Das Ende wird dann freilich noch mal mit pompösem Drama ausgekleidet, das nicht immer realistisch bleibt ("Haltet das Frachtschiff auf, koste es, was es wolle") und wartet logischerweise mit einem Happy End auf, doch diesmal bekommt wenigstens nicht jeder ein großes Stück Happy-End-Kuchen ab. Und auch die letzte Einstellung ist doch noch irgendwie ganz niedlich geworden.
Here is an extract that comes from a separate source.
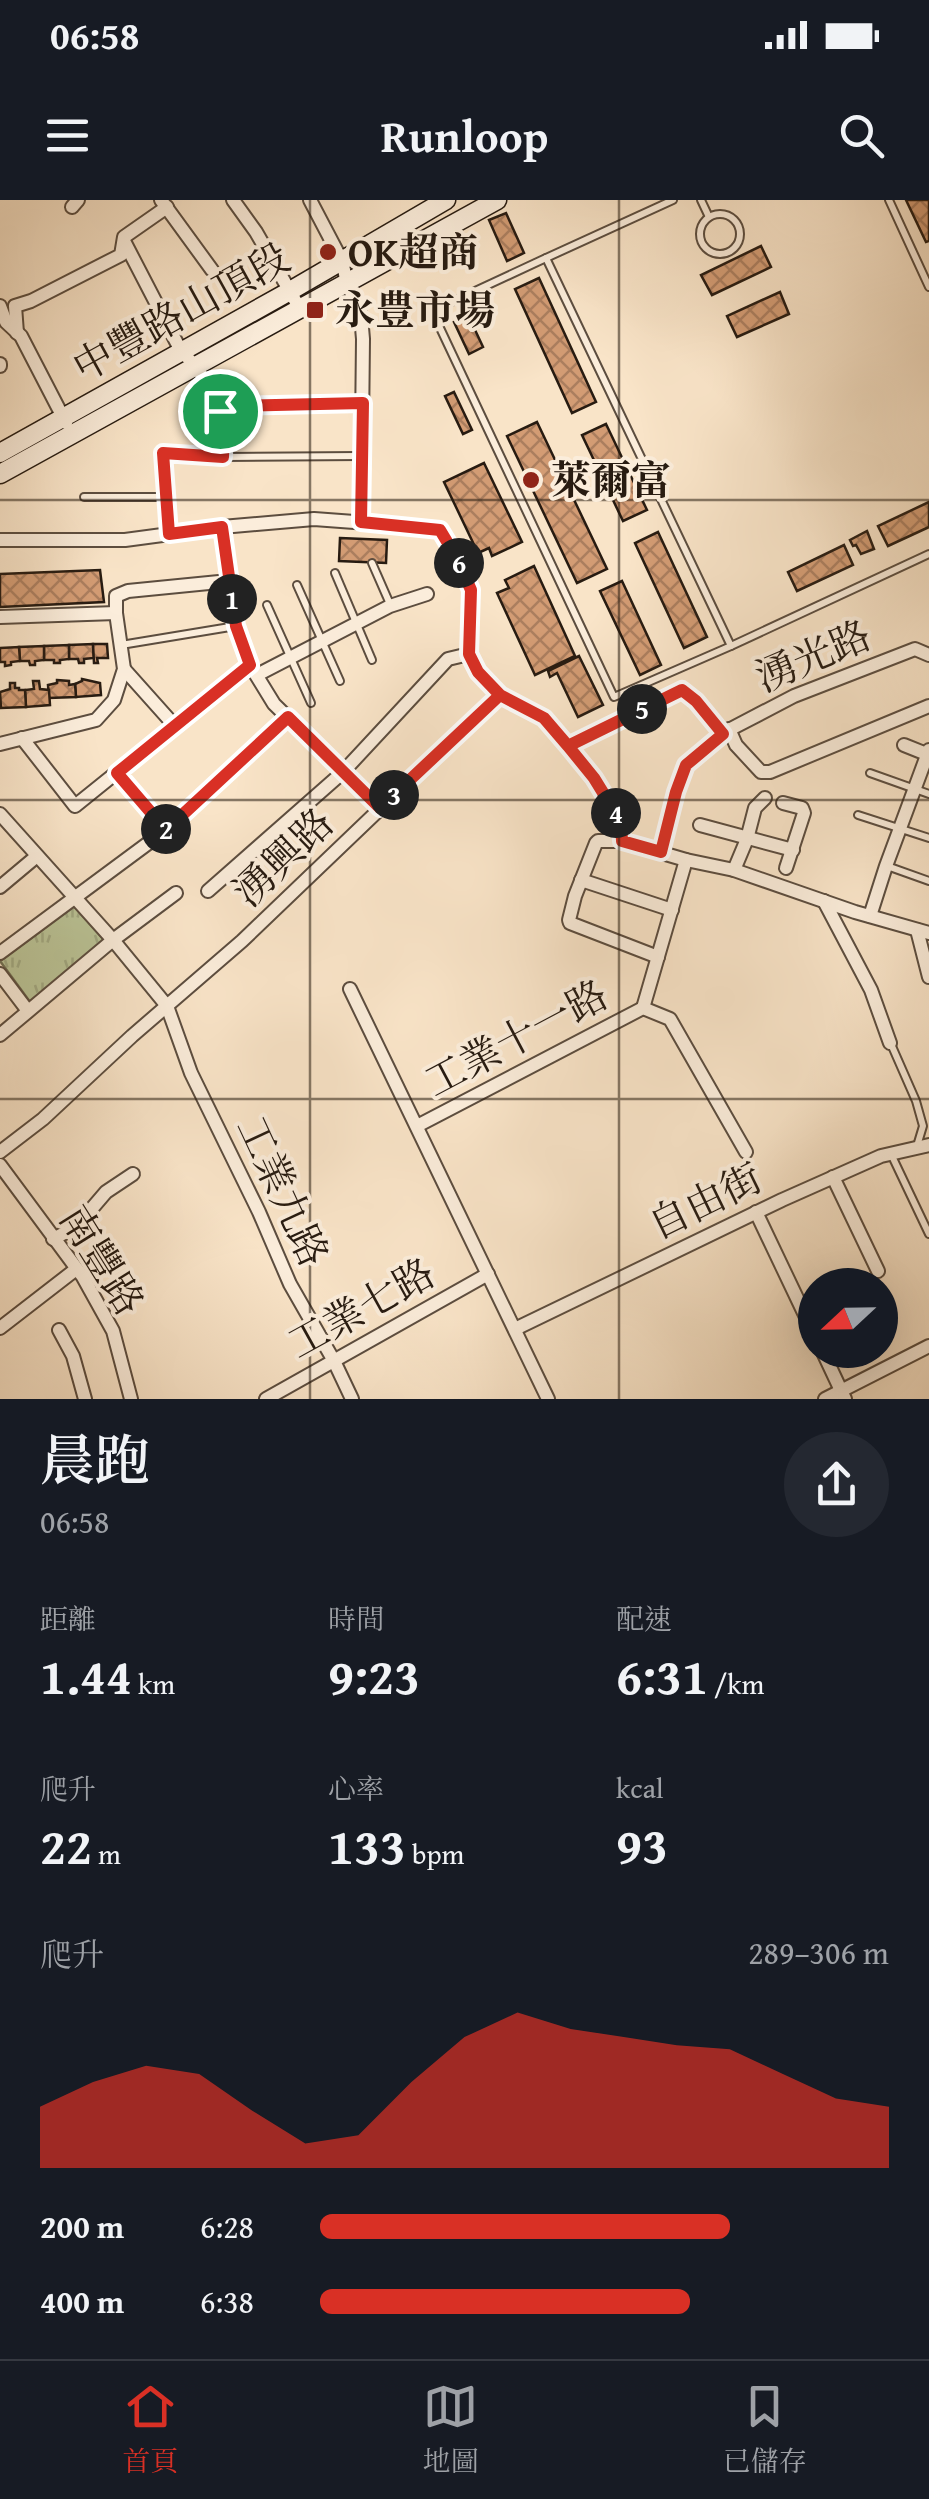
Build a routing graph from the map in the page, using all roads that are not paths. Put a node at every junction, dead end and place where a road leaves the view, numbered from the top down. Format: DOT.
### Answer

Rolling Love bewegt sich also immer im Bereich des Erträglichen, ist zwar mitunter kitschig, dafür aber umso kurzweiliger (auch wenn der plakative Humor hier meistens nicht ins Schwarze trifft und einige unnötig eingestreute Nebenhandlungen eher ins Leere laufen), manchmal sogar ein bisschen spannend und scheint (bis auf einige unnötige Ausnahmen) nicht ganz so an den Haaren herbeigezogen wie die Inhalte vergleichbarer Serien. Die Figuren bleiben (fast immer) sympathisch, auch wenn zeitweise zu sehr nach Schema F gehandelt wird. Xiao Shus Blindheit sorgt für weiteres Interesse, auch wenn mit diesem Handicap etwas zu naiv umgegangen wird. Am Ende gerät man zwar etwas zu weit auf die tränenreiche Schiene, doch die Darsteller meistern ihre Rollen einfühlsam und leidenschaftlich. Rolling Love ist so also definitiv eine der besseren Serien, die in letzter Zeit in Taiwan gedreht worden sind.